Your instructions
Going through the material below, please gather all lines with the word "pixel" in them.

START Extracted entries

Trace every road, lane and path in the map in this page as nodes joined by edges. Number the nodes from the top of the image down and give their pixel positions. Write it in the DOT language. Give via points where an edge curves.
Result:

END Extracted entries
START Extracted entries

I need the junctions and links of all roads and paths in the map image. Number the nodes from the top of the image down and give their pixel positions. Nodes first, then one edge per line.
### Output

END Extracted entries

Task answer
Trace every road, lane and path in the map in this page as nodes joined by edges. Number the nodes from the top of the image down and give their pixel positions. Write it in the DOT language. Give via points where an edge curves.
I need the junctions and links of all roads and paths in the map image. Number the nodes from the top of the image down and give their pixel positions. Nodes first, then one edge per line.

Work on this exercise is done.